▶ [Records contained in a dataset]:
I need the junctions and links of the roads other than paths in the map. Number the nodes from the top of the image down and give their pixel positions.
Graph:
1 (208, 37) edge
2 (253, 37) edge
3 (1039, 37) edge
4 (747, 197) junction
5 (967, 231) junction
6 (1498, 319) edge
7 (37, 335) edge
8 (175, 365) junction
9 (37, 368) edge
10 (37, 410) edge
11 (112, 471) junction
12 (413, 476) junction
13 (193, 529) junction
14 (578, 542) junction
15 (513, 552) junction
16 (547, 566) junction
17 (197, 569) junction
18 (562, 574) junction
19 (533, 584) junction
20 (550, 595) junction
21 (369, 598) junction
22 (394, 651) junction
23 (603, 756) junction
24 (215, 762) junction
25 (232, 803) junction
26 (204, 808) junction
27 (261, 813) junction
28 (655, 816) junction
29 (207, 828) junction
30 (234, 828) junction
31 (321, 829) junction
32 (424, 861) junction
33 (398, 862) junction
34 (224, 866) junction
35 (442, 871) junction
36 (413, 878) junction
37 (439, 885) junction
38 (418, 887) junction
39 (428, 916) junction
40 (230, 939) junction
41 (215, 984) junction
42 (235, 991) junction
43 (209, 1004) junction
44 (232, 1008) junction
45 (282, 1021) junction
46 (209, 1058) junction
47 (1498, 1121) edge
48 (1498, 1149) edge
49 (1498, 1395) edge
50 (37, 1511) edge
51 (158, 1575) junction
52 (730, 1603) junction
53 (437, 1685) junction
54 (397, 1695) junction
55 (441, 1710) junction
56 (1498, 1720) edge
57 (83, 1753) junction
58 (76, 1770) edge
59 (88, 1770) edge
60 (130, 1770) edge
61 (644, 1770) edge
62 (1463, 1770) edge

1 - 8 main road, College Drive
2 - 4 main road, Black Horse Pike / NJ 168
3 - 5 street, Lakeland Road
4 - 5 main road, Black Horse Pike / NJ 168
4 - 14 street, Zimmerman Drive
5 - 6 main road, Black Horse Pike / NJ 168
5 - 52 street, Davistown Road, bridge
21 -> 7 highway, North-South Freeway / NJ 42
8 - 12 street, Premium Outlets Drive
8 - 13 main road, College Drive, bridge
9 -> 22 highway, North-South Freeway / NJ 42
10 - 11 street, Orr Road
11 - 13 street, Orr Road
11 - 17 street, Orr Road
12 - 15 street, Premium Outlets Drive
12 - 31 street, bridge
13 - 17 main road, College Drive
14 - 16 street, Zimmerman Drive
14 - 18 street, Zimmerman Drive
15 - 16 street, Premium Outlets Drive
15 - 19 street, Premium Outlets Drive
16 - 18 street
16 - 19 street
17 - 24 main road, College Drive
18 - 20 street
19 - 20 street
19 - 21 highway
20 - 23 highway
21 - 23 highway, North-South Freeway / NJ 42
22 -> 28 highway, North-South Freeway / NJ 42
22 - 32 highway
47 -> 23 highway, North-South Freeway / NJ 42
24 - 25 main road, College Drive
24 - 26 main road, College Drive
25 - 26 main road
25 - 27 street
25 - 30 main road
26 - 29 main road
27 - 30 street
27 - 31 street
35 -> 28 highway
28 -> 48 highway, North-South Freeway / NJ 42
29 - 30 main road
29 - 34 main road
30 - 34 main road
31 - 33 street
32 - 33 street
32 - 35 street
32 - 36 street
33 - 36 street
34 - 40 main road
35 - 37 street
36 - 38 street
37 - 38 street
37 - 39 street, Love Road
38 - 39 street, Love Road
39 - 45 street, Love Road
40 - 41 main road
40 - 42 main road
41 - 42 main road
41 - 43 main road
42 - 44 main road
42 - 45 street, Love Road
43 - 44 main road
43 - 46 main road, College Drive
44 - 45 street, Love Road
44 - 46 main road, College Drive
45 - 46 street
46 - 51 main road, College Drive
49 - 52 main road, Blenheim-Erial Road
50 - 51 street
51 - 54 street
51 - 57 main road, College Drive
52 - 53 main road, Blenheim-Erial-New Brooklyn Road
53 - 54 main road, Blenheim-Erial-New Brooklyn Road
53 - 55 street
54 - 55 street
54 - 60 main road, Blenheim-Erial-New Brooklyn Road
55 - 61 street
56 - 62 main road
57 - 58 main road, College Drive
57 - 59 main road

▶ [Assigned task]: For each line in the data, set it down again exactly.

▶ [Final answer]:
I need the junctions and links of the roads other than paths in the map. Number the nodes from the top of the image down and give their pixel positions.
Graph:
1 (208, 37) edge
2 (253, 37) edge
3 (1039, 37) edge
4 (747, 197) junction
5 (967, 231) junction
6 (1498, 319) edge
7 (37, 335) edge
8 (175, 365) junction
9 (37, 368) edge
10 (37, 410) edge
11 (112, 471) junction
12 (413, 476) junction
13 (193, 529) junction
14 (578, 542) junction
15 (513, 552) junction
16 (547, 566) junction
17 (197, 569) junction
18 (562, 574) junction
19 (533, 584) junction
20 (550, 595) junction
21 (369, 598) junction
22 (394, 651) junction
23 (603, 756) junction
24 (215, 762) junction
25 (232, 803) junction
26 (204, 808) junction
27 (261, 813) junction
28 (655, 816) junction
29 (207, 828) junction
30 (234, 828) junction
31 (321, 829) junction
32 (424, 861) junction
33 (398, 862) junction
34 (224, 866) junction
35 (442, 871) junction
36 (413, 878) junction
37 (439, 885) junction
38 (418, 887) junction
39 (428, 916) junction
40 (230, 939) junction
41 (215, 984) junction
42 (235, 991) junction
43 (209, 1004) junction
44 (232, 1008) junction
45 (282, 1021) junction
46 (209, 1058) junction
47 (1498, 1121) edge
48 (1498, 1149) edge
49 (1498, 1395) edge
50 (37, 1511) edge
51 (158, 1575) junction
52 (730, 1603) junction
53 (437, 1685) junction
54 (397, 1695) junction
55 (441, 1710) junction
56 (1498, 1720) edge
57 (83, 1753) junction
58 (76, 1770) edge
59 (88, 1770) edge
60 (130, 1770) edge
61 (644, 1770) edge
62 (1463, 1770) edge

1 - 8 main road, College Drive
2 - 4 main road, Black Horse Pike / NJ 168
3 - 5 street, Lakeland Road
4 - 5 main road, Black Horse Pike / NJ 168
4 - 14 street, Zimmerman Drive
5 - 6 main road, Black Horse Pike / NJ 168
5 - 52 street, Davistown Road, bridge
21 -> 7 highway, North-South Freeway / NJ 42
8 - 12 street, Premium Outlets Drive
8 - 13 main road, College Drive, bridge
9 -> 22 highway, North-South Freeway / NJ 42
10 - 11 street, Orr Road
11 - 13 street, Orr Road
11 - 17 street, Orr Road
12 - 15 street, Premium Outlets Drive
12 - 31 street, bridge
13 - 17 main road, College Drive
14 - 16 street, Zimmerman Drive
14 - 18 street, Zimmerman Drive
15 - 16 street, Premium Outlets Drive
15 - 19 street, Premium Outlets Drive
16 - 18 street
16 - 19 street
17 - 24 main road, College Drive
18 - 20 street
19 - 20 street
19 - 21 highway
20 - 23 highway
21 - 23 highway, North-South Freeway / NJ 42
22 -> 28 highway, North-South Freeway / NJ 42
22 - 32 highway
47 -> 23 highway, North-South Freeway / NJ 42
24 - 25 main road, College Drive
24 - 26 main road, College Drive
25 - 26 main road
25 - 27 street
25 - 30 main road
26 - 29 main road
27 - 30 street
27 - 31 street
35 -> 28 highway
28 -> 48 highway, North-South Freeway / NJ 42
29 - 30 main road
29 - 34 main road
30 - 34 main road
31 - 33 street
32 - 33 street
32 - 35 street
32 - 36 street
33 - 36 street
34 - 40 main road
35 - 37 street
36 - 38 street
37 - 38 street
37 - 39 street, Love Road
38 - 39 street, Love Road
39 - 45 street, Love Road
40 - 41 main road
40 - 42 main road
41 - 42 main road
41 - 43 main road
42 - 44 main road
42 - 45 street, Love Road
43 - 44 main road
43 - 46 main road, College Drive
44 - 45 street, Love Road
44 - 46 main road, College Drive
45 - 46 street
46 - 51 main road, College Drive
49 - 52 main road, Blenheim-Erial Road
50 - 51 street
51 - 54 street
51 - 57 main road, College Drive
52 - 53 main road, Blenheim-Erial-New Brooklyn Road
53 - 54 main road, Blenheim-Erial-New Brooklyn Road
53 - 55 street
54 - 55 street
54 - 60 main road, Blenheim-Erial-New Brooklyn Road
55 - 61 street
56 - 62 main road
57 - 58 main road, College Drive
57 - 59 main road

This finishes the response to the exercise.